Qu’il nous soit fait la grâce de penser à ces choses d’y penser sérieusement. Puissions-nous tellement marcher par l’Esprit, que Christ soit toujours une portion satisfaisante pour nos cœurs. Si Israël, dans le désert, avait marché avec Dieu, il n’aurait jamais pu dire: «Notre âme est asséchée; il n’y a rien, si ce n’est cette manne devant nos yeux». Cette manne aurait été amplement suffisante pour eux. De même pour nous: Si nous marchons réellement avec Dieu, dans le désert de ce monde, nos âmes se contenteront de la part qu’Il leur accorde, et cette part est un Christ céleste. Peut-il jamais manquer de nous suffire? Ne satisfait-il pas le cœur de Dieu? Ne remplit-il pas tous les cieux de sa gloire? N’est-il pas le thème continuel du chant des anges, et l’objet suprême de leurs adorations et de leur culte? N’est-il pas le seul grand but des conseils et des desseins éternels? L’histoire de ses voies ne dépasse-t-elle pas l’éternité?

Quelle réponse avons-nous à donner à toutes ces demandes? Quelle autre qu’un OUI sincère, sans réserve ni hésitation. Eh bien donc, ce Bien-aimé, dans le mystère profond de sa Personne, selon la gloire morale de ses voies, et selon l’éclat et la beauté de son caractère, ne suffit-il pas à nos cœurs? Avons-nous besoin d’autre chose? Nous faut-il des journaux, ou quelques écrits légers pour combler le vide de nos âmes? Devons-nous nous détourner de Christ pour une exposition ou pour un concert?
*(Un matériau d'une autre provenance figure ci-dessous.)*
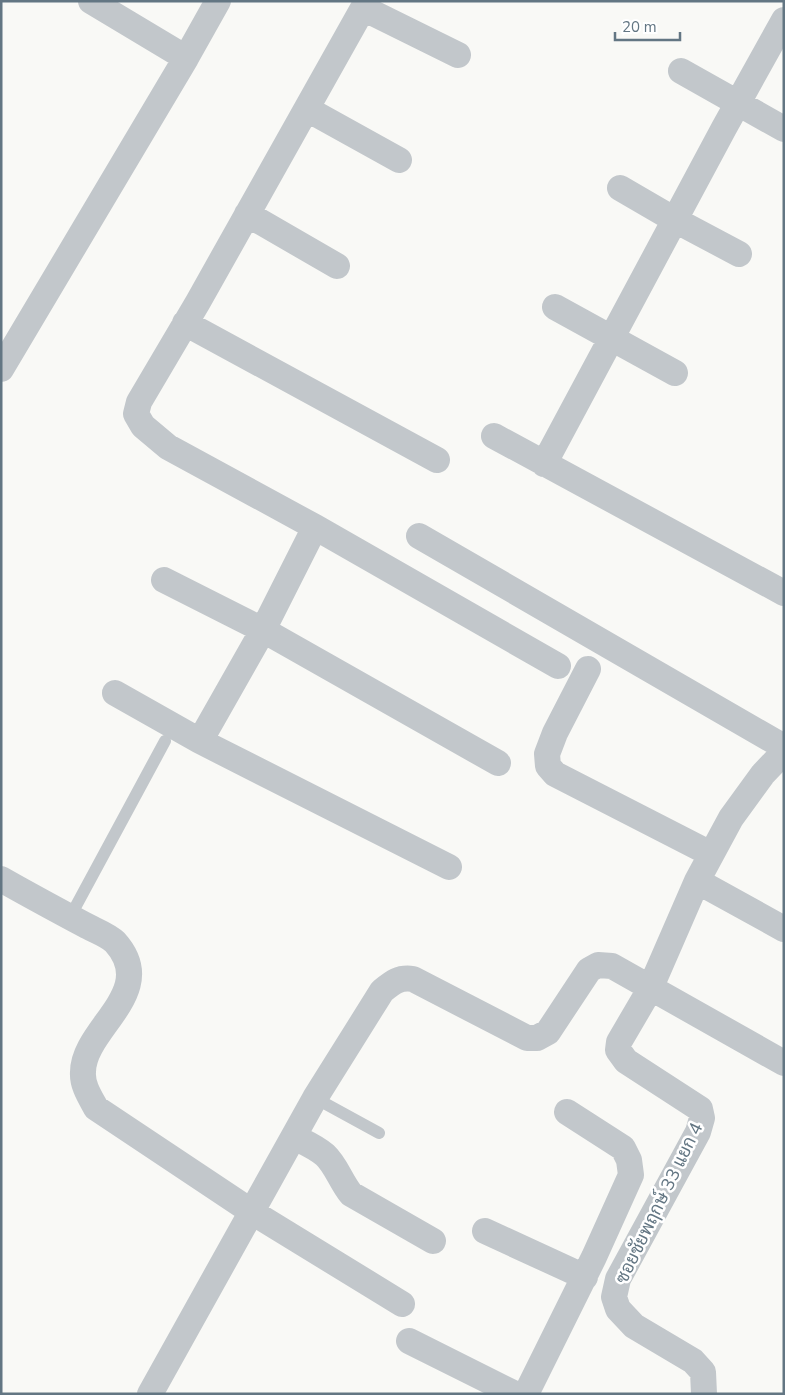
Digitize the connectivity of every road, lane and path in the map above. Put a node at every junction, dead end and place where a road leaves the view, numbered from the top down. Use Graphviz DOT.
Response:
graph roads {
  1 [pos="91,1"];
  2 [pos="218,1"];
  3 [pos="365,5"];
  4 [pos="784,20"];
  5 [pos="458,55"];
  6 [pos="186,58"];
  7 [pos="681,71"];
  8 [pos="738,103"];
  9 [pos="307,109"];
  10 [pos="784,129"];
  11 [pos="399,160"];
  12 [pos="620,188"];
  13 [pos="247,214"];
  14 [pos="675,220"];
  15 [pos="739,254"];
  16 [pos="338,266"];
  17 [pos="556,307"];
  18 [pos="185,323"];
  19 [pos="612,337"];
  20 [pos="1,369"];
  21 [pos="675,373"];
  22 [pos="494,436"];
  23 [pos="437,460"];
  24 [pos="544,464"];
  25 [pos="316,527"];
  26 [pos="419,536"];
  27 [pos="164,580"];
  28 [pos="784,593"];
  29 [pos="263,630"];
  30 [pos="558,666"];
  31 [pos="588,669"];
  32 [pos="114,693"];
  33 [pos="165,740"];
  34 [pos="200,741"];
  35 [pos="784,747"];
  36 [pos="498,763"];
  37 [pos="778,766"];
  38 [pos="711,854"];
  39 [pos="449,867"];
  40 [pos="1,880"];
  41 [pos="697,881"];
  42 [pos="70,917"];
  43 [pos="784,930"];
  44 [pos="650,989"];
  45 [pos="784,1063"];
  46 [pos="316,1098"];
  47 [pos="567,1112"];
  48 [pos="379,1133"];
  49 [pos="294,1137"];
  50 [pos="252,1212"];
  51 [pos="485,1231"];
  52 [pos="433,1241"];
  53 [pos="584,1277"];
  54 [pos="402,1304"];
  55 [pos="409,1341"];
  56 [pos="150,1394"];
  57 [pos="514,1394"];
  58 [pos="526,1394"];
  59 [pos="704,1394"];
  1 -- 6 [label="street"];
  2 -- 6 [label="street"];
  3 -- 5 [label="street"];
  3 -- 9 [label="street"];
  4 -- 8 [label="street"];
  6 -- 20 [label="street"];
  7 -- 8 [label="street"];
  8 -- 10 [label="street"];
  8 -- 14 [label="street"];
  9 -- 11 [label="street"];
  9 -- 13 [label="street"];
  12 -- 14 [label="street"];
  13 -- 16 [label="street"];
  13 -- 18 [label="street"];
  14 -- 15 [label="street"];
  14 -- 19 [label="street"];
  17 -- 19 [label="street"];
  18 -- 23 [label="street"];
  18 -- 25 [label="street"];
  19 -- 21 [label="street"];
  19 -- 24 [label="street"];
  22 -- 24 [label="street"];
  24 -- 28 [label="street"];
  25 -- 29 [label="street"];
  25 -- 30 [label="street"];
  26 -- 35 [label="street"];
  27 -- 29 [label="street"];
  29 -- 34 [label="street"];
  29 -- 36 [label="street"];
  31 -- 38 [label="street"];
  32 -- 34 [label="street"];
  33 -- 42 [label="lane"];
  34 -- 39 [label="street"];
  37 -- 38 [label="street"];
  38 -- 41 [label="street"];
  40 -- 42 [label="street"];
  41 -- 43 [label="street"];
  41 -- 44 [label="street"];
  42 -- 50 [label="street"];
  44 -- 45 [label="street"];
  44 -- 46 [label="street"];
  44 -- 59 [label="street, ซอยชัยพฤกษ์ 33 แยก 4"];
  46 -- 48 [label="lane"];
  46 -- 49 [label="street"];
  47 -- 53 [label="street"];
  49 -- 50 [label="street"];
  49 -- 52 [label="street"];
  50 -- 54 [label="street"];
  50 -- 56 [label="street"];
  51 -- 53 [label="street"];
  53 -- 58 [label="street"];
  55 -- 57 [label="street"];
}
Hélas! qu’il est triste que nous devions écrire cela! C’est fort triste; mais c’est très nécessaire; et ici nous adressons plus formellement au lecteur cette question: Trouvez-vous vraiment Christ insuffisant pour satisfaire votre cœur? Avez-vous des besoins auxquels il ne puisse répondre pleinement? Si cela est, vous êtes dans un état d’âme très alarmant; il vous convient d’examiner ce grave sujet, et de l’examiner attentivement. Tombez sur votre face devant Dieu en vous jugeant loyalement vous-même. Répandez votre cœur devant lui. Dites-lui tout. Confessez-lui jusqu’à quel point vous êtes tombé et vous êtes égaré — car il en est certainement ainsi, puisque le Christ de Dieu ne vous suffit pas. Confessez tout à votre Dieu, et n’ayez aucun repos que vous ne soyez pleinement et joyeusement ramené à être en communion de cœur avec lui, au sujet du fils de son amour.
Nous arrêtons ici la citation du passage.